In this case, the Matrix Factorization
algorithm uses a method called "collaborative filtering", which assumes that if User 1 has the same opinion as User 2 on a certain issue, then User 1 is more likely to feel the same way as User 2 about a different issue.
For instance, if User 1 and User 2 rate movies similarly, then User 2 is more likely to enjoy a movie that User 1 has watched and rated highly:
Incredibles 2 (2018) |
The Avengers (2012) |
Guardians of the Galaxy (2014) |
|
---|---|---|---|
User 1 | Watched and liked movie | Watched and liked movie | Watched and liked movie |
User 2 | Watched and liked movie | Watched and liked movie | Has not watched -- RECOMMEND movie |
The Matrix Factorization
trainer has several Options, which you can read more about in the Algorithm hyperparameters section below.
Fit the model to the Train
data and return the trained model by adding the following as the next line of code in the BuildAndTrainModel()
method:
Console.WriteLine("=============== Training the model ===============");
ITransformer model = trainerEstimator.Fit(trainingDataView);
return model;
The Fit() method trains your model with the provided training dataset.

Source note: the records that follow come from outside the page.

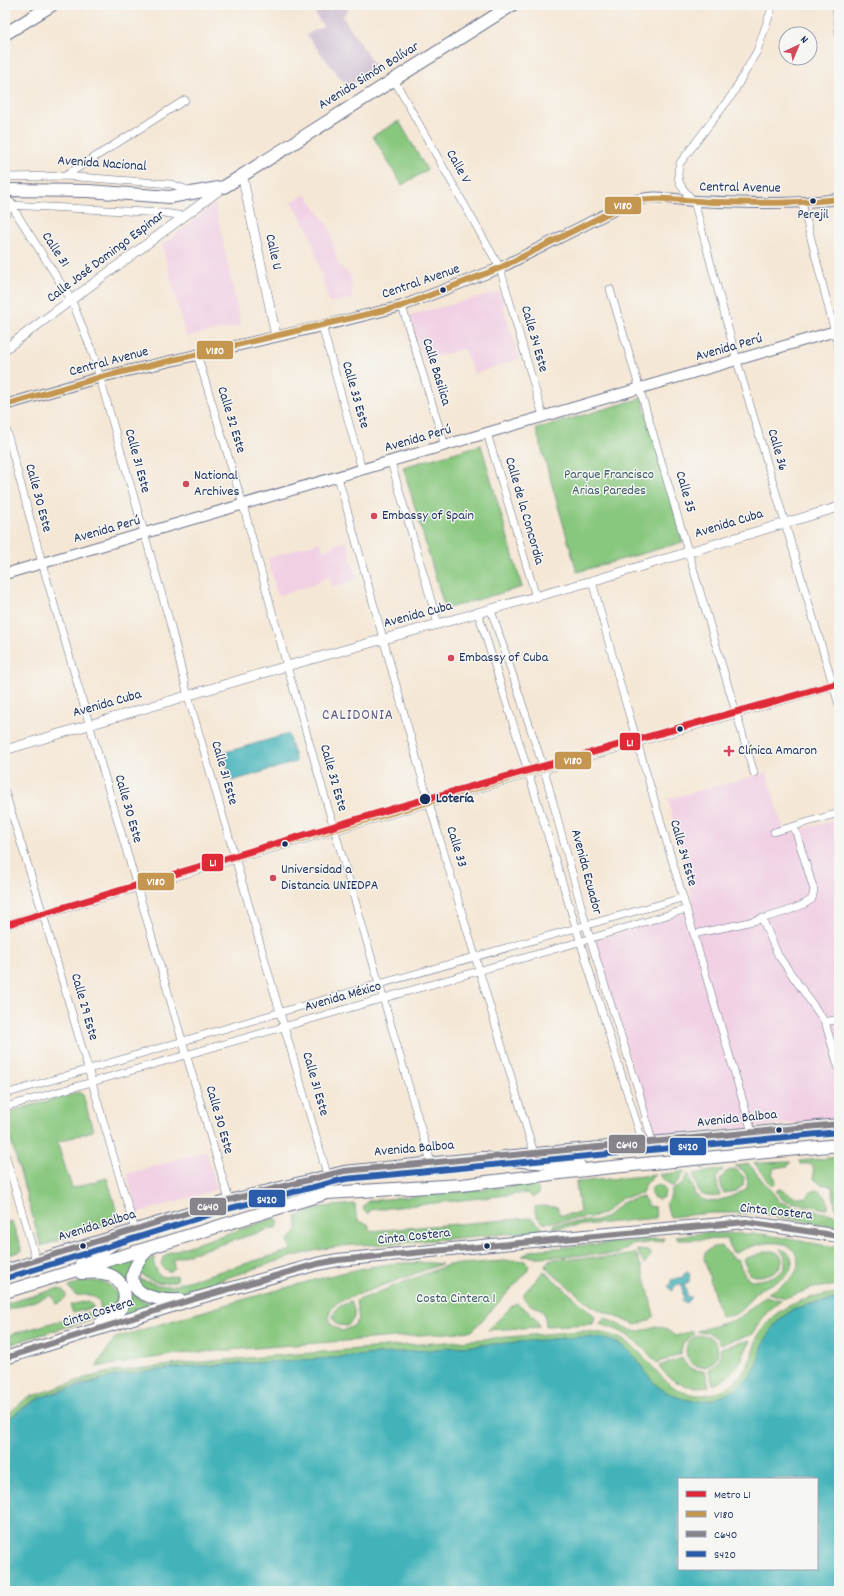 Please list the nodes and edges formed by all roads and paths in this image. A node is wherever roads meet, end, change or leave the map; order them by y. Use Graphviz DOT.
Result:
graph roads {
  1 [pos="52,5"];
  2 [pos="512,5"];
  3 [pos="773,5"];
  4 [pos="836,5"];
  5 [pos="5,34"];
  6 [pos="839,34"];
  7 [pos="393,78"];
  8 [pos="185,100"];
  9 [pos="242,174"];
  10 [pos="65,176"];
  11 [pos="5,177"];
  12 [pos="224,186"];
  13 [pos="5,190"];
  14 [pos="195,193"];
  15 [pos="839,199"];
  16 [pos="694,201"];
  17 [pos="802,203"];
  18 [pos="6,207"];
  19 [pos="184,216"];
  20 [pos="500,268"];
  21 [pos="610,289"];
  22 [pos="72,301"];
  23 [pos="402,306"];
  24 [pos="322,326"];
  25 [pos="836,331"];
  26 [pos="276,336"];
  27 [pos="5,349"];
  28 [pos="839,349"];
  29 [pos="197,354"];
  30 [pos="737,361"];
  31 [pos="101,377"];
  32 [pos="641,388"];
  33 [pos="5,405"];
  34 [pos="543,416"];
  35 [pos="5,425"];
  36 [pos="487,433"];
  37 [pos="445,446"];
  38 [pos="391,462"];
  39 [pos="362,470"];
  40 [pos="338,477"];
  41 [pos="243,505"];
  42 [pos="839,506"];
  43 [pos="785,522"];
  44 [pos="143,534"];
  45 [pos="688,551"];
  46 [pos="42,564"];
  47 [pos="5,574"];
  48 [pos="592,581"];
  49 [pos="536,597"];
  50 [pos="491,610"];
  51 [pos="478,613"];
  52 [pos="438,624"];
  53 [pos="382,639"];
  54 [pos="287,666"];
  55 [pos="836,684"];
  56 [pos="188,696"];
  57 [pos="839,705"];
  58 [pos="736,713"];
  59 [pos="90,724"];
  60 [pos="637,742"];
  61 [pos="5,750"];
  62 [pos="544,769"];
  63 [pos="530,773"];
  64 [pos="754,773"];
  65 [pos="5,792"];
  66 [pos="429,803"];
  67 [pos="839,813"];
  68 [pos="794,826"];
  69 [pos="335,830"];
  70 [pos="774,832"];
  71 [pos="234,857"];
  72 [pos="138,886"];
  73 [pos="682,898"];
  74 [pos="687,909"];
  75 [pos="43,914"];
  76 [pos="762,918"];
  77 [pos="5,925"];
  78 [pos="586,926"];
  79 [pos="575,929"];
  80 [pos="694,934"];
  81 [pos="590,939"];
  82 [pos="579,942"];
  83 [pos="475,956"];
  84 [pos="479,970"];
  85 [pos="380,985"];
  86 [pos="383,998"];
  87 [pos="281,1012"];
  88 [pos="839,1019"];
  89 [pos="825,1022"];
  90 [pos="285,1027"];
  91 [pos="183,1040"];
  92 [pos="187,1054"];
  93 [pos="88,1069"];
  94 [pos="839,1069"];
  95 [pos="92,1082"];
  96 [pos="5,1094"];
  97 [pos="5,1107"];
  98 [pos="839,1124"];
  99 [pos="752,1132"];
  100 [pos="648,1142"];
  101 [pos="839,1145"];
  102 [pos="534,1153"];
  103 [pos="5,1154"];
  104 [pos="478,1158"];
  105 [pos="431,1162"];
  106 [pos="602,1168"];
  107 [pos="327,1174"];
  108 [pos="229,1200"];
  109 [pos="135,1230"];
  110 [pos="839,1236"];
  111 [pos="152,1246"];
  112 [pos="36,1260"];
  113 [pos="5,1270"];
  114 [pos="64,1274"];
  115 [pos="5,1292"];
  116 [pos="194,1299"];
  117 [pos="89,1331"];
  118 [pos="5,1358"];
  1 -- 5 [label="main road"];
  2 -- 7 [label="main road, Avenida Simón Bolívar"];
  3 -- 16 [label="street"];
  4 -- 6 [label="street"];
  7 -- 9 [label="main road, Avenida Simón Bolívar"];
  7 -- 20 [label="street, Calle V"];
  8 -- 10 [label="street"];
  9 -- 12 [label="main road, Avenida Nacional"];
  9 -- 26 [label="street, Calle U"];
  10 -- 11 [label="street, Avenida Nacional"];
  10 -- 14 [label="street, Avenida Nacional"];
  12 -- 14 [label="main road, Avenida Nacional"];
  12 -- 19 [label="street, Calle José Domingo Espinar"];
  13 -- 14 [label="main road, Avenida Nacional"];
  15 -- 17 [label="main road, Central Avenue"];
  16 -- 17 [label="main road, Central Avenue"];
  16 -- 20 [label="main road, Central Avenue"];
  16 -- 30 [label="street, Calle 36"];
  17 -- 25 [label="street"];
  18 -- 19 [label="street, Calle 31"];
  18 -- 22 [label="street, Calle 31"];
  19 -- 22 [label="street, Calle José Domingo Espinar"];
  20 -- 23 [label="main road, Central Avenue"];
  20 -- 34 [label="street, Calle 34 Este"];
  21 -- 32 [label="street, Calle 35"];
  22 -- 27 [label="street, Calle José Domingo Espinar"];
  22 -- 31 [label="street, Calle 31"];
  23 -- 24 [label="main road, Central Avenue"];
  23 -- 37 [label="street, Calle Basilica"];
  24 -- 26 [label="main road, Central Avenue"];
  24 -- 39 [label="street, Calle 33 Este"];
  25 -- 28 [label="street"];
  25 -- 30 [label="main road, Avenida Perú"];
  26 -- 29 [label="main road, Central Avenue"];
  29 -- 31 [label="main road, Central Avenue"];
  29 -- 41 [label="street, Calle 32 Este"];
  30 -- 32 [label="main road, Avenida Perú"];
  30 -- 43 [label="street, Calle 36"];
  31 -- 33 [label="main road, Central Avenue"];
  31 -- 44 [label="street, Calle 31 Este"];
  32 -- 34 [label="main road, Avenida Perú"];
  32 -- 45 [label="street, Calle 35"];
  34 -- 36 [label="main road, Avenida Perú"];
  35 -- 46 [label="street, Calle 30 Este"];
  36 -- 37 [label="main road, Avenida Perú"];
  36 -- 49 [label="street, Calle de la Concordia"];
  37 -- 38 [label="main road, Avenida Perú"];
  38 -- 39 [label="main road, Avenida Perú"];
  38 -- 52 [label="street"];
  39 -- 40 [label="main road, Avenida Perú"];
  40 -- 41 [label="main road, Avenida Perú"];
  40 -- 53 [label="street, Calle 33"];
  41 -- 44 [label="main road, Avenida Perú"];
  41 -- 54 [label="street, Calle 32 Este"];
  42 -- 43 [label="street, Avenida Cuba"];
  43 -- 45 [label="street, Avenida Cuba"];
  43 -- 55 [label="street, Calle 36"];
  44 -- 46 [label="main road, Avenida Perú"];
  44 -- 56 [label="street, Calle 31 Este"];
  45 -- 48 [label="street, Avenida Cuba"];
  45 -- 58 [label="street, Calle 35"];
  46 -- 47 [label="main road, Avenida Perú"];
  46 -- 59 [label="street, Calle 30 Este"];
  48 -- 49 [label="street, Avenida Cuba"];
  48 -- 60 [label="street, Calle 34 Este"];
  49 -- 50 [label="street, Avenida Cuba"];
  50 -- 51 [label="street, Avenida Cuba"];
  50 -- 62 [label="street, Avenida Ecuador"];
  51 -- 52 [label="street, Avenida Cuba"];
  51 -- 63 [label="street, Avenida Ecuador"];
  52 -- 53 [label="street, Avenida Cuba"];
  53 -- 54 [label="street, Avenida Cuba"];
  53 -- 66 [label="street, Calle 33"];
  54 -- 56 [label="street, Avenida Cuba"];
  54 -- 69 [label="street, Calle 32 Este"];
  55 -- 57 [label="street, Calle 36"];
  55 -- 58 [label="street"];
  56 -- 59 [label="street, Avenida Cuba"];
  56 -- 71 [label="street, Calle 31 Este"];
  58 -- 60 [label="street"];
  58 -- 64 [label="street, Calle 35"];
  59 -- 61 [label="street, Avenida Cuba"];
  59 -- 72 [label="street, Calle 30 Este"];
  60 -- 62 [label="street"];
  60 -- 73 [label="street, Calle 34 Este"];
  62 -- 63 [label="street"];
  62 -- 78 [label="street, Avenida Ecuador"];
  63 -- 66 [label="street"];
  63 -- 79 [label="street, Avenida Ecuador"];
  65 -- 75 [label="street, Calle 29 Este"];
  66 -- 69 [label="street"];
  66 -- 83 [label="street, Calle 33"];
  67 -- 68 [label="street"];
  68 -- 70 [label="street"];
  68 -- 76 [label="street"];
  69 -- 71 [label="street"];
  69 -- 85 [label="street, Calle 32 Este"];
  71 -- 72 [label="street"];
  71 -- 87 [label="street, Calle 31 Este"];
  72 -- 75 [label="street"];
  72 -- 91 [label="street, Calle 30 Este"];
  73 -- 74 [label="street, Calle 34 Este"];
  73 -- 78 [label="street, Avenida México"];
  74 -- 80 [label="street, Calle 34 Este"];
  74 -- 81 [label="street, Avenida México"];
  75 -- 77 [label="street"];
  75 -- 93 [label="street, Calle 29 Este"];
  76 -- 80 [label="street"];
  76 -- 89 [label="street"];
  78 -- 79 [label="street, Avenida México"];
  78 -- 81 [label="street, Avenida Ecuador"];
  79 -- 82 [label="street, Avenida Ecuador"];
  79 -- 83 [label="street, Avenida México"];
  80 -- 99 [label="street, Calle 34 Este"];
  81 -- 82 [label="street, Avenida México"];
  81 -- 100 [label="street, Avenida Ecuador"];
  82 -- 84 [label="street, Avenida México"];
  82 -- 100 [label="street, Avenida Ecuador"];
  83 -- 84 [label="street, Calle 33"];
  83 -- 85 [label="street, Avenida México"];
  84 -- 86 [label="street, Avenida México"];
  84 -- 102 [label="street, Calle 33"];
  85 -- 86 [label="street, Calle 32 Este"];
  85 -- 87 [label="street, Avenida México"];
  86 -- 90 [label="street, Avenida México"];
  86 -- 105 [label="street, Calle 32 Este"];
  87 -- 90 [label="street, Calle 31 Este"];
  87 -- 91 [label="street, Avenida México"];
  88 -- 89 [label="street"];
  89 -- 94 [label="street"];
  90 -- 92 [label="street, Avenida México"];
  90 -- 107 [label="street, Calle 31 Este"];
  91 -- 92 [label="street, Calle 30 Este"];
  91 -- 93 [label="street, Avenida México"];
  92 -- 95 [label="street, Avenida México"];
  92 -- 108 [label="street, Calle 30 Este"];
  93 -- 95 [label="street, Calle 29 Este"];
  93 -- 96 [label="street, Avenida México"];
  95 -- 97 [label="street, Avenida México"];
  95 -- 109 [label="street, Calle 29 Este"];
  98 -- 99 [label="main road, Avenida Balboa"];
  99 -- 100 [label="main road, Avenida Balboa"];
  100 -- 102 [label="main road, Avenida Balboa"];
  101 -- 106 [label="main road"];
  102 -- 104 [label="main road, Avenida Balboa"];
  103 -- 112 [label="street"];
  104 -- 105 [label="main road, Avenida Balboa"];
  104 -- 106 [label="main road"];
  105 -- 107 [label="main road, Avenida Balboa"];
  106 -- 111 [label="main road"];
  107 -- 108 [label="main road, Avenida Balboa"];
  108 -- 109 [label="main road, Avenida Balboa"];
  109 -- 112 [label="main road, Avenida Balboa"];
  109 -- 114 [label="main road"];
  110 -- 116 [label="main road, Cinta Costera"];
  111 -- 114 [label="main road"];
  111 -- 116 [label="main road"];
  112 -- 113 [label="main road, Avenida Balboa"];
  114 -- 115 [label="main road"];
  114 -- 117 [label="main road"];
  116 -- 117 [label="main road, Cinta Costera"];
  117 -- 118 [label="main road, Cinta Costera"];
}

Technically, it executes the Estimator
definitions by transforming the data and applying the training, and it returns back the trained model, which is a Transformer
.
For more information on the model training workflow in ML.NET, see What is ML.NET and how does it work?.
Add the following as the next line of code below the call to the LoadData()
method to call your BuildAndTrainModel()
method and return the trained model:
ITransformer model = BuildAndTrainModel(mlContext, trainingDataView);
Evaluate your model
Once you have trained your model, use your test data to evaluate how your model is performing.
Create the EvaluateModel()
method, just after the BuildAndTrainModel()
method, using the following code:
void EvaluateModel(MLContext mlContext, IDataView testDataView, ITransformer model)
{
}
Transform the Test
data by adding the following code to EvaluateModel()
:
Console.WriteLine("=============== Evaluating the model ===============");
var prediction = model.Transform(testDataView);
The Transform() method makes predictions for multiple provided input rows of a test dataset.
Evaluate the model by adding the following as the next line of code in the EvaluateModel()
method:
var metrics = mlContext.Regression.Evaluate(prediction, labelColumnName: "Label", scoreColumnName: "Score");
Once you have the prediction set, the Evaluate() method assesses the model, which compares the predicted values with the actual Labels
in the test dataset and returns metrics on how the model is performing.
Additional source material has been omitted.